TASK GOAL: Report each line of the records below that holds the word "nodes".

Dataset entries

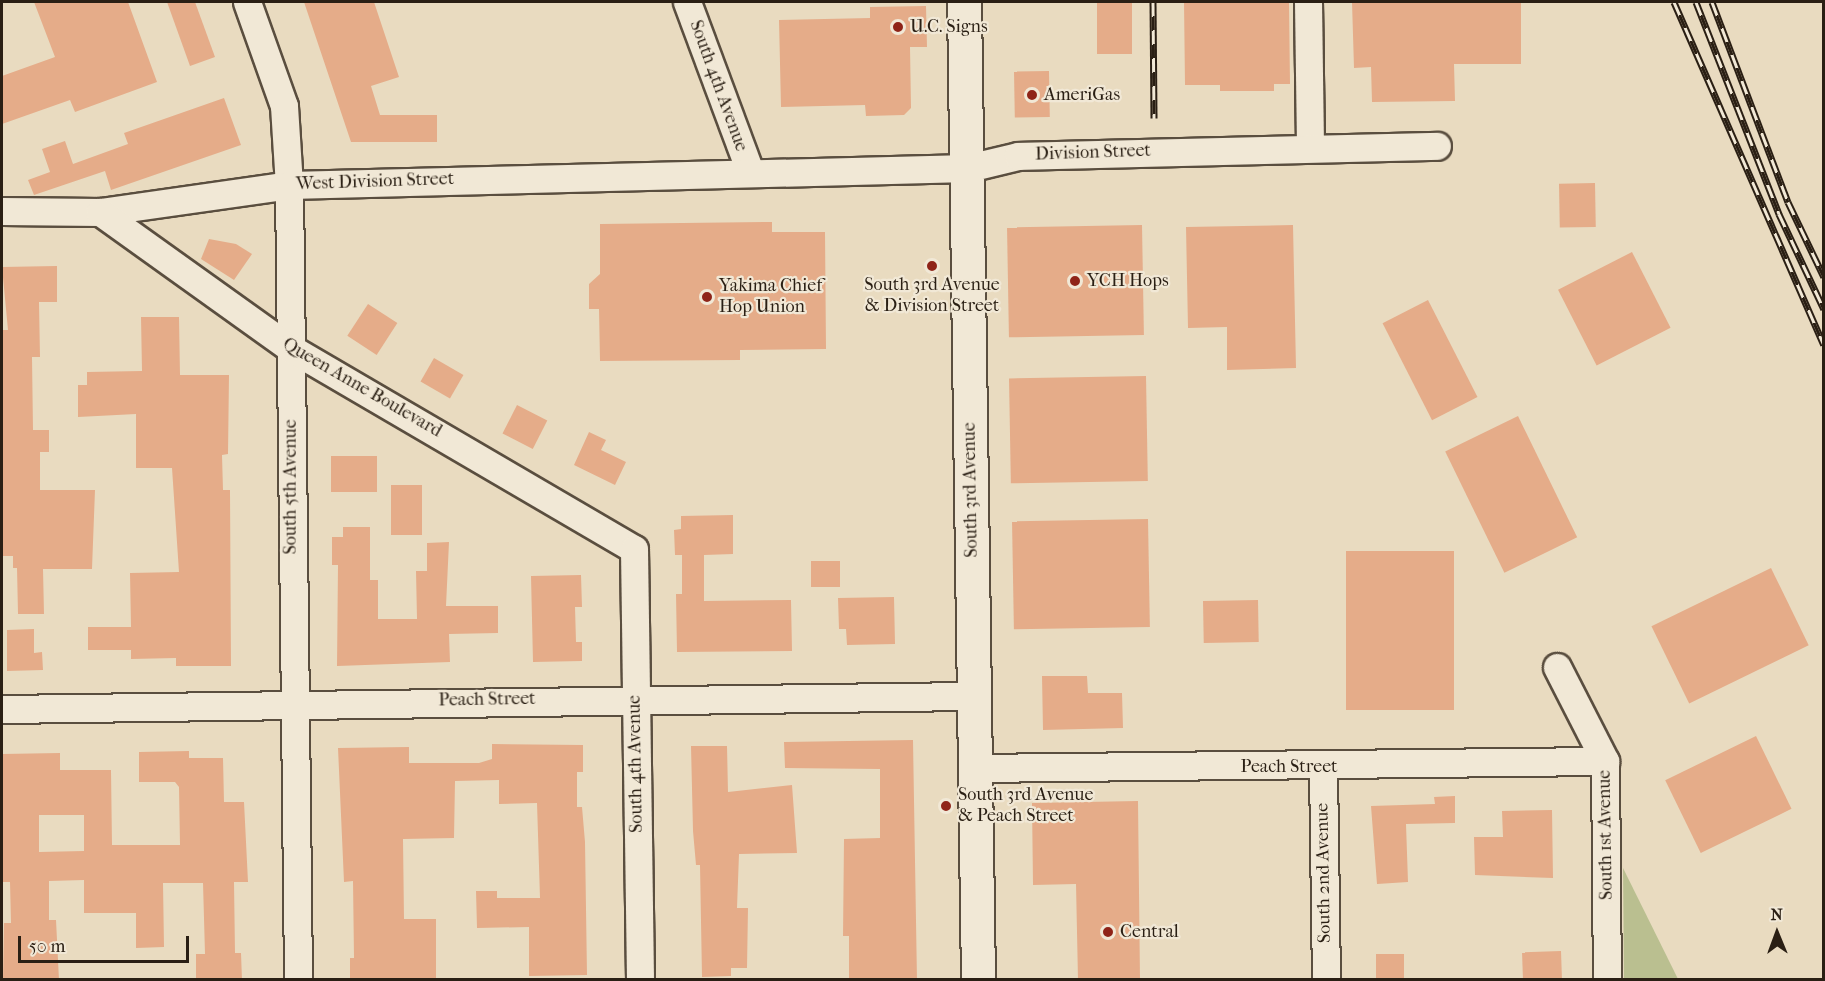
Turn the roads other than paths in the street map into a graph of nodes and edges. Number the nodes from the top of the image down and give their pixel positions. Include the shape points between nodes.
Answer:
1 (247, 2) edge
2 (687, 2) edge
3 (964, 2) edge
4 (1308, 2) edge
5 (1310, 146) junction
6 (1437, 146) dead end
7 (968, 168) junction
8 (750, 171) junction
9 (289, 185) junction
10 (2, 211) edge
11 (100, 213) junction
12 (290, 348) junction
13 (634, 549) joint
14 (1557, 667) dead end
15 (973, 696) junction
16 (635, 698) junction
17 (292, 703) junction
18 (2, 709) edge
19 (1605, 761) junction
20 (1323, 767) junction
21 (974, 768) junction
22 (298, 980) edge
23 (640, 980) edge
24 (978, 980) edge
25 (1326, 980) edge
26 (1607, 980) edge

1 - 9 street, South 5th Avenue via 284,106
2 - 8 street, South 4th Avenue
3 - 7 street, South 3rd Avenue
4 - 5 street
5 - 6 street, Division Street
5 - 7 street, Division Street via 1018,156
7 - 8 street, Division Street
7 - 15 street, South 3rd Avenue
8 - 9 street, West Division Street
9 - 11 street, West Division Street
9 - 12 street, South 5th Avenue
10 - 11 street, West Division Street
11 - 12 street, Queen Anne Boulevard
12 - 13 street, Queen Anne Boulevard
12 - 17 street, South 5th Avenue
13 - 16 street, South 4th Avenue
14 - 19 street, South 1st Avenue
15 - 16 street, Peach Street
15 - 21 street, South 3rd Avenue
16 - 17 street, Peach Street
16 - 23 street, South 4th Avenue
17 - 18 street, Peach Street
17 - 22 street, South 5th Avenue
19 - 20 street, Peach Street
19 - 26 street, South 1st Avenue
20 - 21 street, Peach Street
20 - 25 street, South 2nd Avenue
21 - 24 street, South 3rd Avenue

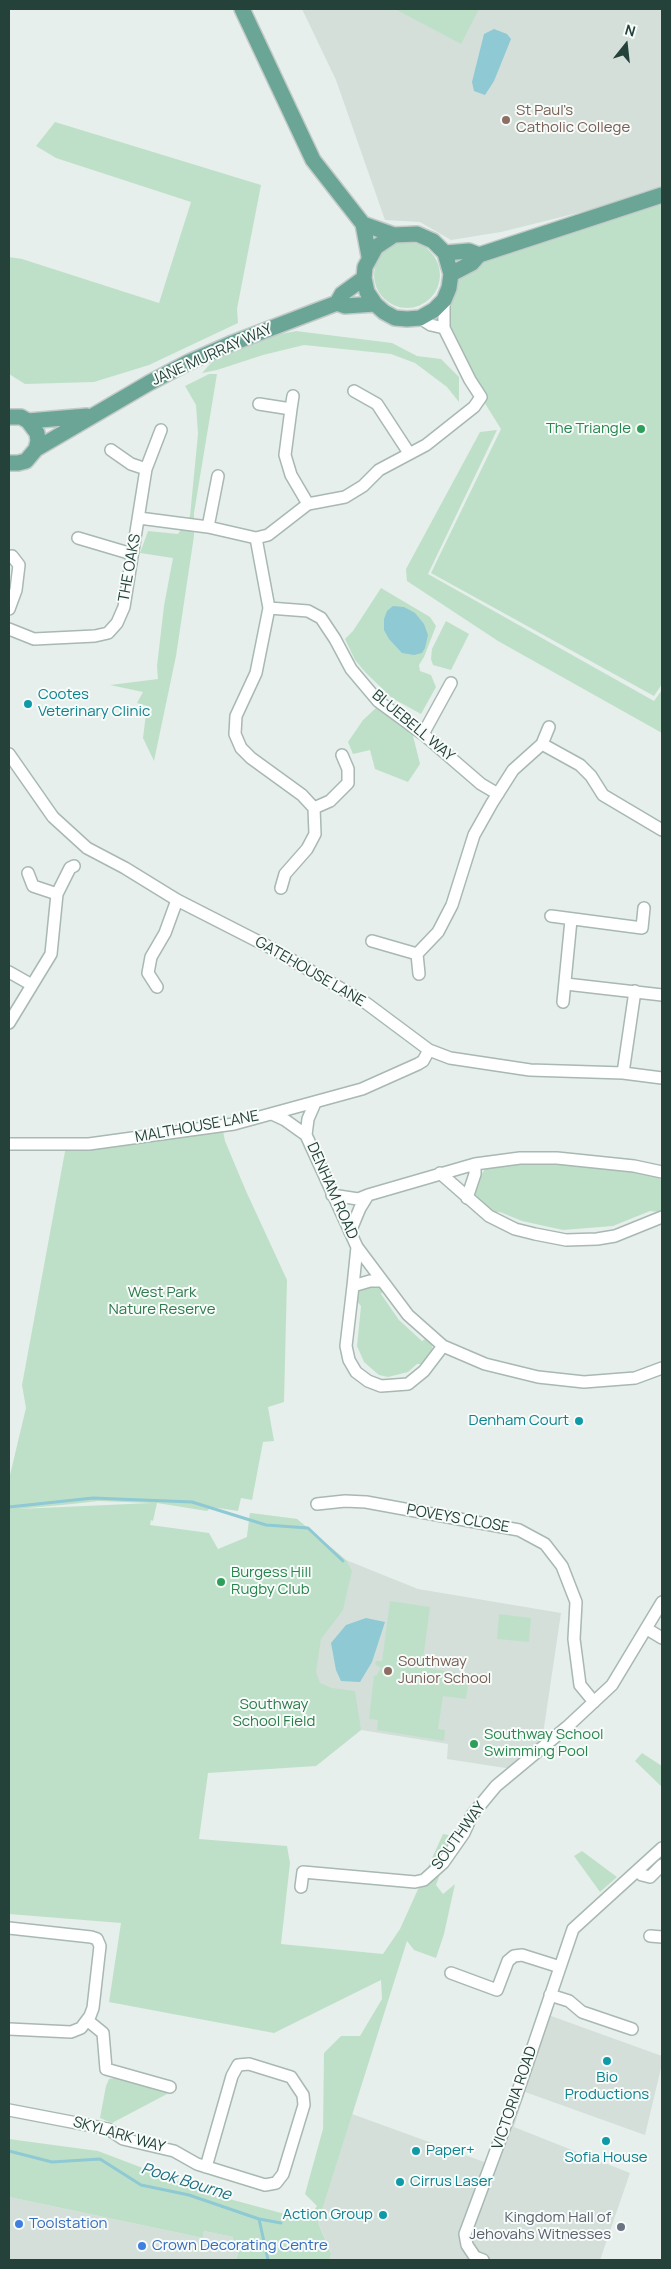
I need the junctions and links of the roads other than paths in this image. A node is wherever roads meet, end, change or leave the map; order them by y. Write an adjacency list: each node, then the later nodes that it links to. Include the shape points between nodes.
1 (242, 9): 3 (main road, via 313,160)
2 (662, 195): 6 (main road)
3 (363, 224): 4 (main road); 7 (main road)
4 (394, 235): 5 (main road, via 409,233 426,237); 7 (main road, via 384,240)
5 (445, 253): 6 (main road, via 469,250); 8 (main road)
6 (479, 255): 8 (main road, via 472,263)
7 (369, 256): 9 (main road)
8 (451, 274): 10 (main road, via 450,288)
9 (364, 278): 11 (main road, via 342,294); 12 (main road)
10 (444, 300): 13 (main road); 14 (street)
11 (337, 303): 12 (main road, via 345,306); 19 (main road, JANE MURRAY WAY, via 206,355)
12 (374, 304): 13 (main road, via 395,318)
13 (420, 318): 14 (street)
14 (444, 328): 25 (street, via 481,397 444,432)
15 (354, 391): 25 (street, via 378,404)
16 (293, 396): 18 (street)
17 (259, 404): 18 (street)
18 (291, 409): 30 (street, via 284,455 291,475)
19 (91, 416): 21 (main road, JANE MURRAY WAY); 23 (main road, JANE MURRAY WAY)
20 (9, 417): 21 (main road, JANE MURRAY WAY)
21 (28, 421): 23 (main road, via 37,433)
22 (161, 430): 27 (street, THE OAKS)
23 (36, 449): 26 (main road, JANE MURRAY WAY, via 26,461)
24 (111, 450): 27 (street, via 131,464)
25 (409, 453): 30 (street, via 345,497)
26 (14, 463): 29 (main road)
27 (146, 469): 31 (street, THE OAKS)
28 (218, 476): 32 (street)
29 (9, 477)
30 (308, 504): 34 (street, via 268,535)
31 (139, 518): 32 (street); 35 (street, THE OAKS)
32 (208, 528): 34 (street)
33 (78, 538): 35 (street)
34 (256, 538): 37 (street)
35 (132, 554): 39 (street, THE OAKS, via 124,607 108,633 34,640)
36 (12, 556): 38 (street, via 19,565 16,590)
37 (269, 608): 42 (street, BLUEBELL WAY, via 308,611 321,618 351,669 373,694); 47 (street, via 256,672 236,716 235,734 241,748 251,758 302,795)
38 (9, 609)
39 (9, 629)
40 (451, 683): 42 (street)
41 (549, 728): 43 (street)
42 (422, 734): 46 (street, BLUEBELL WAY, via 481,784)
43 (542, 744): 46 (street, via 513,770); 48 (street, via 580,765 603,795)
44 (9, 754): 53 (street, GATEHOUSE LANE, via 53,817 87,848)
45 (342, 755): 47 (street, via 348,770 348,782 330,801)
46 (498, 794): 58 (street, via 474,835 452,905 438,932)
47 (314, 808): 51 (street, via 315,834 307,849 285,874)
48 (662, 830)
49 (74, 866): 52 (street)
50 (28, 873): 52 (street, via 33,886)
51 (281, 888)
52 (57, 894): 62 (street, via 51,954)
53 (177, 900): 63 (street, via 148,973); 68 (street, GATEHOUSE LANE, via 273,949 366,1004)
54 (644, 908): 56 (street, via 642,928)
55 (551, 916): 56 (street)
56 (571, 920): 61 (street)
57 (372, 941): 58 (street)
58 (417, 954): 60 (street)
59 (9, 972): 62 (street)
60 (419, 974)
61 (566, 984): 64 (street); 66 (street)
62 (32, 985): 67 (street)
63 (157, 987)
64 (635, 991): 65 (street); 69 (street)
65 (662, 994)
66 (564, 1002)
67 (9, 1023)
68 (429, 1050): 69 (street, GATEHOUSE LANE, via 450,1058 521,1068); 71 (street, MALTHOUSE LANE, via 418,1064 362,1089)
69 (623, 1073): 70 (street, GATEHOUSE LANE)
70 (662, 1078)
71 (315, 1103): 72 (street, MALTHOUSE LANE); 73 (street, DENHAM ROAD, via 308,1118)
72 (272, 1114): 73 (street, DENHAM ROAD); 74 (street, MALTHOUSE LANE, via 234,1124 89,1144)
73 (306, 1135): 78 (street, DENHAM ROAD)
74 (9, 1144)
75 (474, 1164): 76 (street, via 520,1158 557,1158); 77 (street); 80 (street, via 475,1174)
76 (662, 1172)
77 (440, 1173): 79 (street); 80 (street)
78 (332, 1195): 79 (street, via 358,1199); 82 (street, DENHAM ROAD)
79 (368, 1196): 82 (street)
80 (467, 1198): 81 (street, via 489,1216 515,1229 566,1240 615,1236)
81 (662, 1217)
82 (350, 1232): 83 (street, DENHAM ROAD)
83 (357, 1247): 84 (street, DENHAM ROAD); 85 (street, DENHAM ROAD)
84 (381, 1281): 85 (street); 86 (street, DENHAM ROAD, via 408,1315)
85 (353, 1286): 86 (street, DENHAM ROAD, via 346,1346 356,1372 368,1381 380,1386 408,1384 424,1371)
86 (443, 1346): 87 (street, DENHAM ROAD, via 485,1364 538,1377 584,1382 635,1378)
87 (662, 1368)
88 (318, 1504): 92 (street, POVEYS CLOSE, via 366,1502 519,1530 544,1544 562,1566 576,1602 574,1639 580,1685)
89 (662, 1602): 90 (street, SOUTHWAY)
90 (647, 1629): 91 (street); 92 (street, SOUTHWAY, via 612,1685)
91 (662, 1638)
92 (594, 1702): 96 (street, SOUTHWAY, via 496,1786 472,1815 443,1863 424,1880 415,1882 302,1872)
93 (662, 1848): 95 (street)
94 (662, 1865): 95 (street, via 650,1877 642,1876)
95 (638, 1871): 100 (street, VICTORIA ROAD, via 574,1929)
96 (301, 1887)
97 (9, 1928): 103 (street, via 98,1939 100,1946 93,2008)
98 (650, 1936): 99 (street)
99 (662, 1937)
100 (560, 1967): 101 (street, via 522,1955 514,1956 508,1961 497,1990); 102 (street, VICTORIA ROAD)
101 (451, 1973)
102 (550, 1995): 105 (street, via 569,2002 582,2012); 109 (street, VICTORIA ROAD, via 465,2234 467,2245 475,2257)
103 (87, 2020): 104 (street, via 81,2028 71,2032); 106 (street, via 102,2033 106,2069)
104 (9, 2029)
105 (632, 2030)
106 (170, 2087)
107 (9, 2110): 108 (street, SKYLARK WAY, via 108,2129 123,2139 174,2151)
108 (201, 2166): 108 (street, SKYLARK WAY, via 265,2186 276,2183 284,2174 304,2105 303,2095 291,2077 249,2064 238,2065)
109 (483, 2260)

FINAL ANSWER:
Turn the roads other than paths in the street map into a graph of nodes and edges. Number the nodes from the top of the image down and give their pixel positions. Include the shape points between nodes.
I need the junctions and links of the roads other than paths in this image. A node is wherever roads meet, end, change or leave the map; order them by y. Write an adjacency list: each node, then the later nodes that it links to. Include the shape points between nodes.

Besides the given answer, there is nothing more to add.